Я взглянул в окно. Василий, заправив под угол дома два бревна и положив на концы их старую дверь от хлева, с упоением кидал на нее лопатой землю. Полное розовое лицо его блестело от пота, а светлый чуб потемнел и прилип ко лбу. Ничего не замечая кругом, Василий счастливо улыбался и, когда отдыхал, опершись на лопату, о чем-то беседовал сам с собой. Натосковался, видно, по дому да по крестьянскому труду.
В городе он мало изменился с виду. Сними с него городскую одежду — от колхозника не отличишь. Но стал общительнее, разговорчивее, газеты читает и любит о политике потолковать. Это, пожалуй, самая заметная перемена в нем. На заводе он в ряду лучших стахановцев, а вот скупость мужицкая осталась у него. Вчера Михаил дал отцу триста рублей, за что Василий долго ругал брата.

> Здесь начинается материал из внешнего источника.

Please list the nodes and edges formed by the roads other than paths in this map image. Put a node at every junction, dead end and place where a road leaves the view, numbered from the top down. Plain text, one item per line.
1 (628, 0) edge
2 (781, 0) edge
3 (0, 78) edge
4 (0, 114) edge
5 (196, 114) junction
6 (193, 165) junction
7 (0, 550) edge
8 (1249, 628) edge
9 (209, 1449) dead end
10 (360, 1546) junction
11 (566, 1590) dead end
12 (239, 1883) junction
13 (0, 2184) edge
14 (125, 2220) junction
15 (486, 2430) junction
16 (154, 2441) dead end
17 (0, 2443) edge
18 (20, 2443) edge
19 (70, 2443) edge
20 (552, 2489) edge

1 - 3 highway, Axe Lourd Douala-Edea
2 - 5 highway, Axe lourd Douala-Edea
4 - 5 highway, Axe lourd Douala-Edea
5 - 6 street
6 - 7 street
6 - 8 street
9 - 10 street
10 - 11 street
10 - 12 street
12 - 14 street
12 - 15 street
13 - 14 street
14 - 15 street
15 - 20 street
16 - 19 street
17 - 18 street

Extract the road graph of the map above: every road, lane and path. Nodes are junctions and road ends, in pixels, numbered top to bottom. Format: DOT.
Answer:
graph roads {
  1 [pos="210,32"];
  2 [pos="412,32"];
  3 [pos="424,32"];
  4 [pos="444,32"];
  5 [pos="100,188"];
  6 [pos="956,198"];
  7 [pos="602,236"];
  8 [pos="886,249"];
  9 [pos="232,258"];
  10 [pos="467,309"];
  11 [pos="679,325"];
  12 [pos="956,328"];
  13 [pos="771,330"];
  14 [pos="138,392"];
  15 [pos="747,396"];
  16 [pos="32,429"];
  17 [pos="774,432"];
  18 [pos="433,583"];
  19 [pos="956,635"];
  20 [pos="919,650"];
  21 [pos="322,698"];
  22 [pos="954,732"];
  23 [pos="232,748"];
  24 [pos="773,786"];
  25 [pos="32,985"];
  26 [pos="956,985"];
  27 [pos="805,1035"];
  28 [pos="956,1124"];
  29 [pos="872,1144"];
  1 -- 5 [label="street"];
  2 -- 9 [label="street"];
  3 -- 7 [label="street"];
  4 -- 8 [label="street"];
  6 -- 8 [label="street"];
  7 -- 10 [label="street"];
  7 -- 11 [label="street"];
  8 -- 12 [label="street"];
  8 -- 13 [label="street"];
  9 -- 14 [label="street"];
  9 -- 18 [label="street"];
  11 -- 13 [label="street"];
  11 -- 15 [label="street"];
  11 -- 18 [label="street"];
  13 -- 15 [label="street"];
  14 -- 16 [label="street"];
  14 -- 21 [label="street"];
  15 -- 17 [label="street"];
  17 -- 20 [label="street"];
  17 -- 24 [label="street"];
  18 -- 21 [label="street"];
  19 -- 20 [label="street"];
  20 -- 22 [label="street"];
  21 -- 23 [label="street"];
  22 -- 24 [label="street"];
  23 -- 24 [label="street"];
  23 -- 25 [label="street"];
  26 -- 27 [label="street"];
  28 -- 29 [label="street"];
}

— Куда ему столько? — возмущался он. — Теперь вот и мне три сотни отвалить надо. Хватило бы и двух.
— Крохобор! — язвил Михаил. — Свои деньги считать любишь, а чужие нет. Посчитал бы, сколько отец на нас тратит. По городским-то ценам обед отцовский стоит не меньше сотни. Вот и разложи на всех. Живем тут, как в санатории.
Василий надулся, поскреб в затылке, не сказал больше ничего.
Вот уж кто действительно изменился, так это Михаил! Он и раньше любил пофорсить, а теперь прямо щеголем стал: костюм на нем с иголочки, рубашки шелковые, туфли лаковые, галстуки один другого цветастее. Для форсу и очки носит в роговой оправе с простыми стеклами. И говорит по-ученому, иной раз такие слова ввертывает, что и сам их толком не понимает. Опять же для того, чтобы пыль в глаза пустить.
Но что хорошо в нем и чему я завидую — он всюду дома и всегда на людях, во все вмешивается самоуверенно и всем хочет помочь. Недели не прошло, как приехал, а уж и лекцию колхозникам прочел о международном положении, на которую собралось народу с пяти деревень; и двигатель нефтяной отремонтировал на току, и драмкружок успел сколотить, пьесу хочет поставить. Подумаешь, режиссер какой! Надул, между прочим, в уши учителке, что она от рождения актриса.
В окне появилась мокрая голова Василия.
— Сними, Алешка, самовар со стола! Сейчас дом поднимать буду…
Не успел я поставить самовар на пол и сесть снова за яичницу, как за окном качнулись и начали оседать избы, березы, скворечницы…
Мать, охнув, схватилась за дверной косяк. А Василий на улице уже возился с камнями. Подложил их, кряхтя, под углы и стал сбрасывать землю с настила. Дом скрипнул и тихо опустился на новый фундамент.
— Экой мужик хозяйственный! — радовалась мать, глядя на Василия в окно.